S204. The processing node determines a recovery cycle according to a current time point and the time point of the legacy data.

Based on the time point of the legacy data in S202, in an example embodiment of the present disclosure, a time length from the time point corresponding to the legacy data with the longest caching time to the current time point is acquired, and the recovery cycle having a time length consistent with the time length is generated.

For example, after the task of the processing node is restarted, the processing node will compare a difference between the data time in the message queue and the system time, and set a data recovery cycle. For example, if the data time is 12:02:10 and the current time is 12:04:08, it indicates that it takes about 2 minutes to close the task and initialize the task during start, and data processing in the two minutes needs to be caught up. A recovery cycle of, e.g., 2 minutes, may be set after the data size and the processing capability are balanced. The time consumed by turning off and starting the task and the time for catching up data should be within 5 minutes;

otherwise, the data delay will exceed 5 minutes.

S206. The processing node processes the legacy data and newly added data in the distributed message queue within the recovery cycle.

After the recovery cycle is determined, the processing node needs to process two batches of data at the same time within the cycle subsequently. One is the legacy data in the message queue, and the other is newly added data in the message queue within the cycle. In order to processing the two batches of data in an orderly manner, in an example embodiment of the present disclosure, multiple processing time periods may be sequentially set according to the unit time length of the recovery cycle first, and then to-be-processed data is allocated to each of the processing time periods based on the legacy data and the newly added data. In this process, the legacy data and the newly added data may be mixed together to be evenly distributed to the processing time periods, or may be allocated separately for different processing time periods according to categories. Both the two implementations belong to the protection scope of the present disclosure.

After the corresponding to-be-processed data is allocated to each of the processing time periods, in this example embodiment, the corresponding to-be-processed data may be processed within each of the processing time periods, and the computing task may be recovered to normal processing logic after the recovery cycle ends. Thus, seamless connection of data processing after the processing node is restarted is completed.

Further, in order to enable the processing node to efficiently complete data processing within each processing time period, in an example embodiment of the present disclosure, the processing time periods are divided into data processing time and data synchronization time, and the two are formed in sequence (data processing time−data synchronization time). When the corresponding to-be-processed data is processed within each of the processing time periods, the to-be-processed data is processed within the data processing time first, and the to-be-processed data that has been processed is stored after the data processing time ends.

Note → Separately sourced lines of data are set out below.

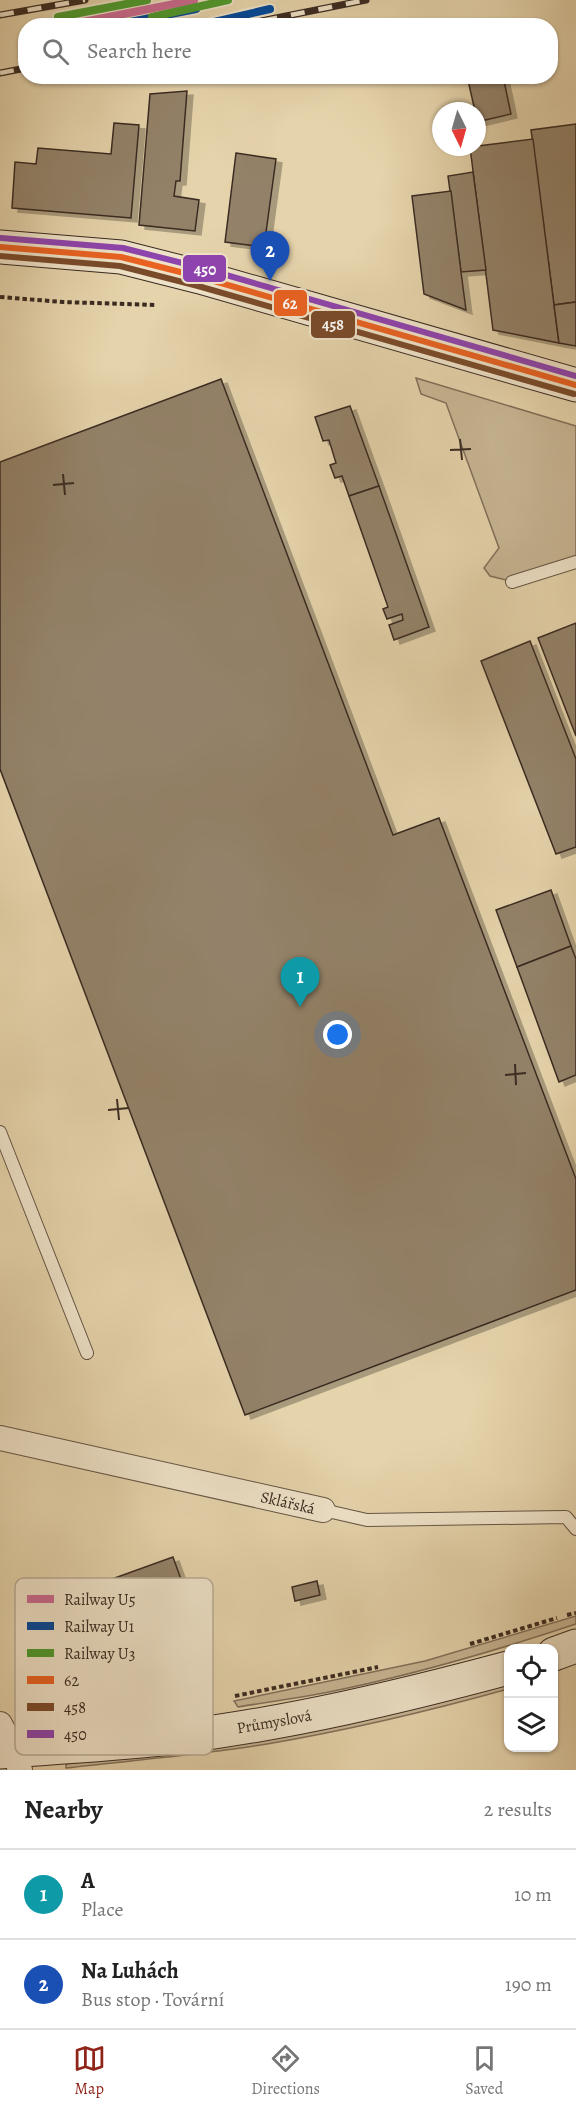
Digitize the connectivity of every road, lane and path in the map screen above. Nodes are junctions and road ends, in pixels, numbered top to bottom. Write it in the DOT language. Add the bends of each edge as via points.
graph roads {
  1 [pos="0,247"];
  2 [pos="0,297"];
  3 [pos="155,305"];
  4 [pos="576,385"];
  5 [pos="576,562"];
  6 [pos="512,582"];
  7 [pos="0,1132"];
  8 [pos="87,1353"];
  9 [pos="0,1438"];
  10 [pos="322,1510"];
  11 [pos="576,1529"];
  12 [pos="576,1613"];
  13 [pos="576,1646"];
  14 [pos="463,1647"];
  15 [pos="558,1653"];
  16 [pos="383,1666"];
  17 [pos="504,1669"];
  18 [pos="229,1697"];
  19 [pos="213,1732"];
  1 -- 4 [label="street" via="121,257"];
  2 -- 3 [label="path"];
  5 -- 6 [label="lane"];
  7 -- 8 [label="lane"];
  9 -- 10 [label="street, Sklářská"];
  10 -- 11 [label="lane, Sklářská" via="368,1520 566,1517"];
  12 -- 14 [label="path"];
  13 -- 15 [label="street"];
  16 -- 18 [label="path"];
  17 -- 19 [label="street, Průmyslová" via="405,1696"];
}
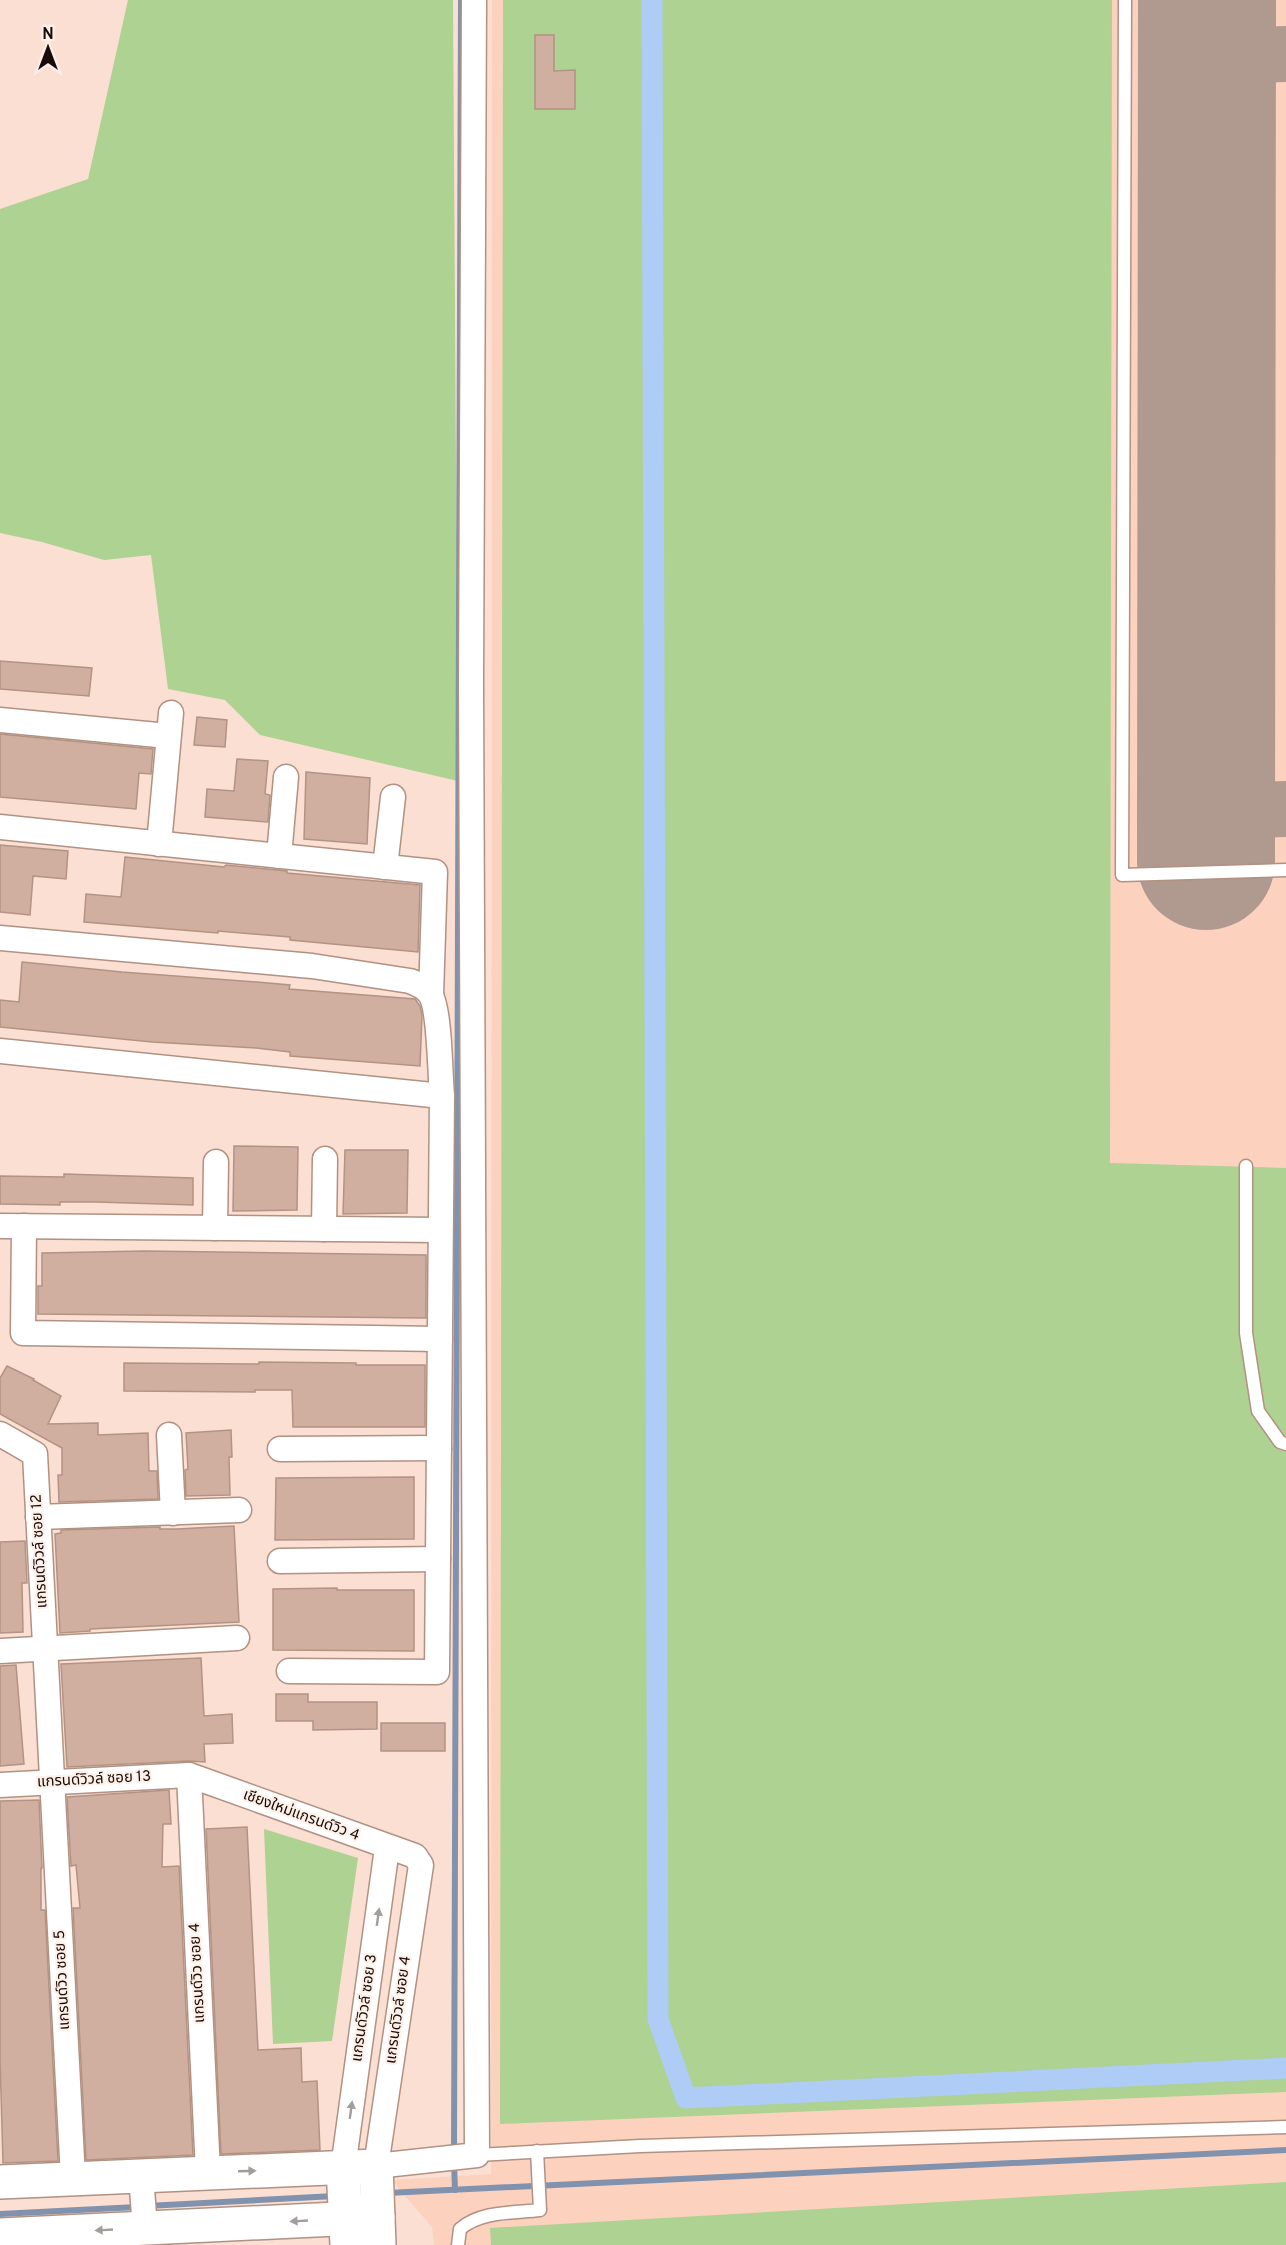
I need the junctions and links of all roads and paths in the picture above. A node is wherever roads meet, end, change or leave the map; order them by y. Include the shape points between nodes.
1 (474, 0) edge
2 (1125, 0) edge
3 (0, 720) edge
4 (286, 777) dead end
5 (393, 797) dead end
6 (0, 828) edge
7 (159, 844) junction
8 (279, 856) junction
9 (385, 867) junction
10 (1286, 870) edge
11 (0, 938) edge
12 (431, 995) junction
13 (0, 1050) edge
14 (442, 1096) junction
15 (325, 1159) dead end
16 (216, 1162) dead end
17 (1246, 1166) dead end
18 (0, 1226) edge
19 (24, 1226) junction
20 (215, 1228) junction
21 (324, 1229) junction
22 (440, 1230) junction
23 (440, 1339) junction
24 (0, 1434) edge
25 (169, 1435) dead end
26 (1286, 1444) edge
27 (439, 1448) junction
28 (280, 1449) dead end
29 (239, 1510) dead end
30 (173, 1513) junction
31 (38, 1517) junction
32 (438, 1559) junction
33 (280, 1561) dead end
34 (237, 1638) dead end
35 (44, 1649) junction
36 (0, 1651) edge
37 (289, 1671) dead end
38 (189, 1775) junction
39 (53, 1782) junction
40 (0, 1785) edge
41 (387, 1848) junction
42 (415, 1857) joint
43 (1286, 2127) edge
44 (537, 2151) junction
45 (475, 2156) junction
46 (208, 2172) junction
47 (360, 2172) junction
48 (74, 2178) junction
49 (0, 2182) edge
50 (143, 2201) junction
51 (362, 2224) edge
52 (0, 2235) edge
53 (203, 2235) edge
54 (72, 2238) edge
55 (458, 2245) edge

1 - 45 street via 471,683
2 - 10 lane via 1122,875
3 - 7 street via 169,725
4 - 8 street
5 - 9 street
6 - 7 street
7 - 8 street
8 - 9 street
9 - 12 street via 435,872
11 - 12 street via 312,966 410,981
12 - 14 street
13 - 14 street
14 - 22 street
15 - 21 street
16 - 20 street
17 - 26 lane via 1246,1333 1258,1411 1280,1442
18 - 19 street
19 - 20 street
19 - 23 street via 22,1333
20 - 21 street
21 - 22 street
22 - 23 street
23 - 27 street
24 - 31 street, แกรนด์วิวล์ ซอย 12 via 35,1454
25 - 30 street
27 - 28 street
27 - 32 street
29 - 30 street
30 - 31 street
31 - 35 street, แกรนด์วิวล์ ซอย 12
32 - 33 street
32 - 37 street via 437,1672
34 - 35 street
35 - 36 street
35 - 39 street, แกรนด์วิวล์ ซอย 12
38 - 39 street, แกรนด์วิวล์ ซอย 13
38 - 41 street, เชียงใหม่แกรนด์วิว 4
38 - 46 street, แกรนด์วิว ซอย 4
39 - 40 street, แกรนด์วิวล์ ซอย 13
39 - 48 street, แกรนด์วิว ซอย 5
41 - 42 street, เชียงใหม่แกรนด์วิว 4
47 -> 41 street, แกรนด์วิวล์ ซอย 3
42 - 47 street, แกรนด์วิวล์ ซอย 4 via 421,1865
43 - 44 lane
44 - 45 lane
44 - 55 lane via 540,2211 469,2221 460,2229
45 - 47 street
46 -> 47 street
46 - 50 street
47 - 51 street
48 - 49 street
48 - 50 street
50 - 53 street
50 -> 54 street
51 -> 53 street
52 - 54 street

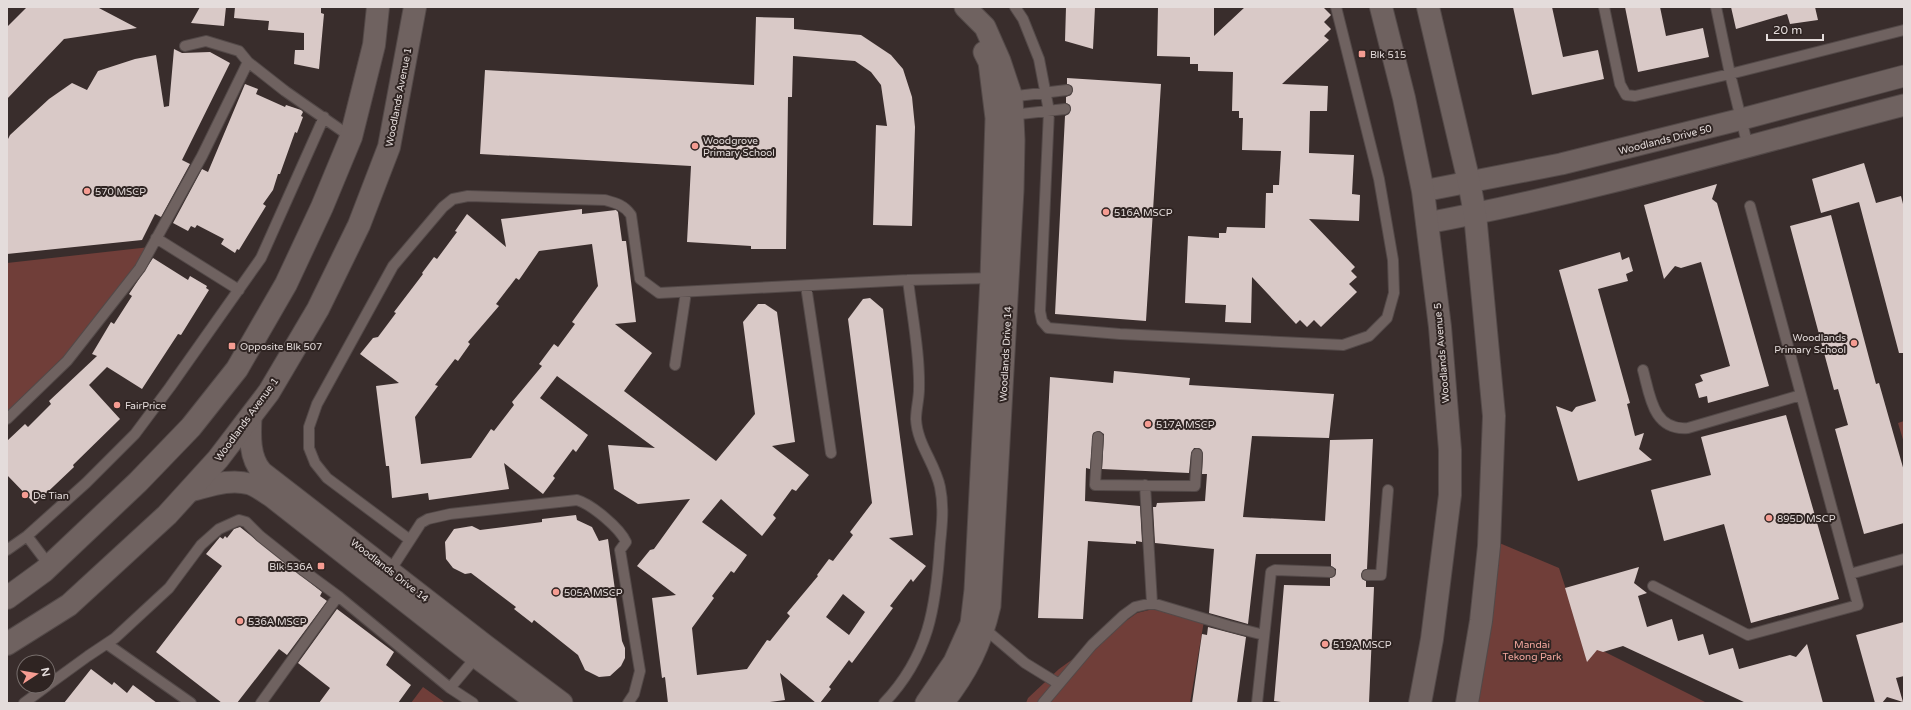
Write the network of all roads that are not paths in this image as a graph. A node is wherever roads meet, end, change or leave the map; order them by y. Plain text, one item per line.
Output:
1 (378, 7) edge
2 (416, 7) edge
3 (954, 7) edge
4 (965, 7) edge
5 (1015, 7) edge
6 (1336, 7) edge
7 (1381, 7) edge
8 (1428, 7) edge
9 (1604, 7) edge
10 (1716, 7) edge
11 (1904, 30) edge
12 (185, 46) dead end
13 (248, 62) junction
14 (1730, 74) junction
15 (1904, 76) edge
16 (1066, 90) dead end
17 (1046, 93) junction
18 (1904, 105) edge
19 (1003, 107) junction
20 (1066, 109) dead end
21 (1049, 111) junction
22 (324, 117) junction
23 (1742, 119) junction
24 (351, 137) junction
25 (1748, 147) junction
26 (1469, 182) junction
27 (1423, 191) junction
28 (1750, 206) dead end
29 (1474, 214) junction
30 (1427, 223) junction
31 (156, 238) junction
32 (1000, 278) junction
33 (908, 280) junction
34 (806, 286) junction
35 (239, 290) junction
36 (686, 292) junction
37 (675, 364) dead end
38 (1643, 370) dead end
39 (1801, 395) junction
40 (250, 417) junction
41 (7, 420) edge
42 (1098, 437) dead end
43 (831, 453) dead end
44 (1197, 454) dead end
45 (1145, 485) junction
46 (1388, 490) dead end
47 (190, 491) junction
48 (26, 536) junction
49 (410, 540) junction
50 (7, 550) edge
51 (1904, 559) edge
52 (50, 566) junction
53 (1330, 572) dead end
54 (1367, 574) dead end
55 (1850, 574) junction
56 (386, 576) junction
57 (1653, 586) dead end
58 (338, 596) junction
59 (7, 598) edge
60 (1152, 603) junction
61 (978, 627) junction
62 (1264, 635) junction
63 (7, 644) edge
64 (107, 644) junction
65 (480, 651) junction
66 (56, 680) edge
67 (1059, 684) junction
68 (450, 688) junction
69 (36, 694) edge
70 (24, 703) edge
71 (191, 703) edge
72 (261, 703) edge
73 (473, 703) edge
74 (538, 703) edge
75 (562, 703) edge
76 (628, 703) edge
77 (884, 703) edge
78 (926, 703) edge
79 (943, 703) edge
80 (1043, 703) edge
81 (1257, 703) edge
82 (1420, 703) edge
83 (1467, 703) edge

1 - 24 street
2 - 40 street, Woodlands Avenue 1
3 - 19 street, Woodlands Drive 14
4 - 19 street, Woodlands Drive 14
5 - 17 lane
6 - 21 lane
7 - 27 street, Woodlands Avenue 5
8 - 26 street
9 - 14 lane
10 - 14 lane
11 - 14 lane
12 - 13 lane
13 - 22 lane
13 - 31 lane
14 - 23 lane
15 - 23 street, Woodlands Drive 50
16 - 17 lane
17 - 19 lane
17 - 21 lane
18 - 25 street
19 - 21 lane
19 - 32 street, Woodlands Drive 14
20 - 21 lane
22 - 24 lane
22 - 35 lane
23 - 25 lane
23 - 26 street, Woodlands Drive 50
24 - 52 street
25 - 29 street
26 - 27 street, Woodlands Drive 50
26 - 29 street
27 - 30 street, Woodlands Avenue 5
28 - 39 lane
29 - 30 street
29 - 83 street
30 - 82 street, Woodlands Avenue 5
31 - 35 lane
31 - 41 lane
32 - 33 lane
32 - 61 street, Woodlands Drive 14
33 - 34 lane
33 - 77 lane
34 - 36 lane
34 - 43 lane
35 - 48 lane
36 - 37 lane
36 - 49 lane
38 - 39 lane
39 - 55 lane
40 - 47 street, Woodlands Avenue 1
40 - 56 street, Woodlands Drive 14
42 - 45 lane
44 - 45 lane
45 - 60 lane
46 - 54 lane
47 - 56 street, Woodlands Drive 14
47 - 63 street, Woodlands Avenue 1
48 - 50 lane
48 - 52 lane
49 - 56 lane
49 - 76 lane
51 - 55 lane
52 - 59 street
53 - 62 lane
55 - 57 lane
56 - 65 street, Woodlands Drive 14
58 - 64 lane
58 - 68 lane
58 - 72 lane
60 - 62 lane
60 - 67 lane
61 - 67 lane
61 - 78 street, Woodlands Drive 14
61 - 79 street, Woodlands Drive 14
62 - 81 lane
64 - 66 lane
64 - 71 lane
65 - 68 lane
65 - 74 street, Woodlands Drive 14
65 - 75 street, Woodlands Drive 14
67 - 80 lane
68 - 73 lane
69 - 70 lane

Then, the to-be-processed data that has not been processed is discarded within the data synchronization time if the to-be-processed data that has not been processed exists after the data processing time ends.

By using the data in the specific example embodiment in S204 and the schematic diagram of data processing shown in FIG. 3 as an example, in this step, the processing node needs to catch up 4-minute data within 2 minutes. Therefore, in the specific example embodiment, 2 minutes is equally divided into four parts, and each part is then divided into data processing time 302 and synchronization time 304 according to a ratio. In FIG. 3, processing time for one-minute data 306 is shown along a system time axis 308. The data in the corresponding minute is processed within the processing time and the result is stored. Data in the current minute is quickly discarded within the synchronization time, and the processing node is synchronized to the processing in the next minute.

Based on a series of operations before and after the restart of the processing node, an impact on the user's feeling that may be caused by an interruption of data processing resulting from the node restart is avoided, and user experience is improved.

To achieve the foregoing technical objective, the present disclosure further provides a data processing device, applied as a processing node to a data processing system that includes a distributed message queue and the processing node. As shown in FIG. 4, a data processing device 400 includes one or more processor(s) 402 or data processing unit(s) and memory 404. The data processing device 400 may further include one or more input/output interface(s) 406 and one or more network interface(s) 408. The memory 404 is an example of computer readable media.

Computer readable media, including both permanent and non-permanent, removable and non-removable media, may be stored by any method or technology for storage of information. The information can be computer readable instructions, data structures, modules of programs, or other data. Examples of computer storage media include, but are not limited to, phase change memory (PRAM), static random access memory (SRAM), dynamic random access memory (DRAM), other types of random access memory (RAM), read only memory Such as ROM, EEPROM, flash memory or other memory technology, CD-ROM, DVD, or other optical storage, Magnetic cassettes, magnetic tape magnetic tape storage or other magnetic storage devices, or any other non-transitory medium, may be used to store information that may be accessed by a computing device. As defined herein, computer-readable media do not include non-transitory transitory media such as modulated data signals and carriers.

The memory 404 may store therein a plurality of modules or units including:

an acquisition module 410 configured to acquire a time point of current legacy data with the longest caching time in the distributed message queue after a restart has completed;

a determination module 412 configured to determine a recovery cycle according to a current time point and the time point of the legacy data; and

a processing module 414 configured to process the legacy data and newly added data in the distributed message queue within the recovery cycle.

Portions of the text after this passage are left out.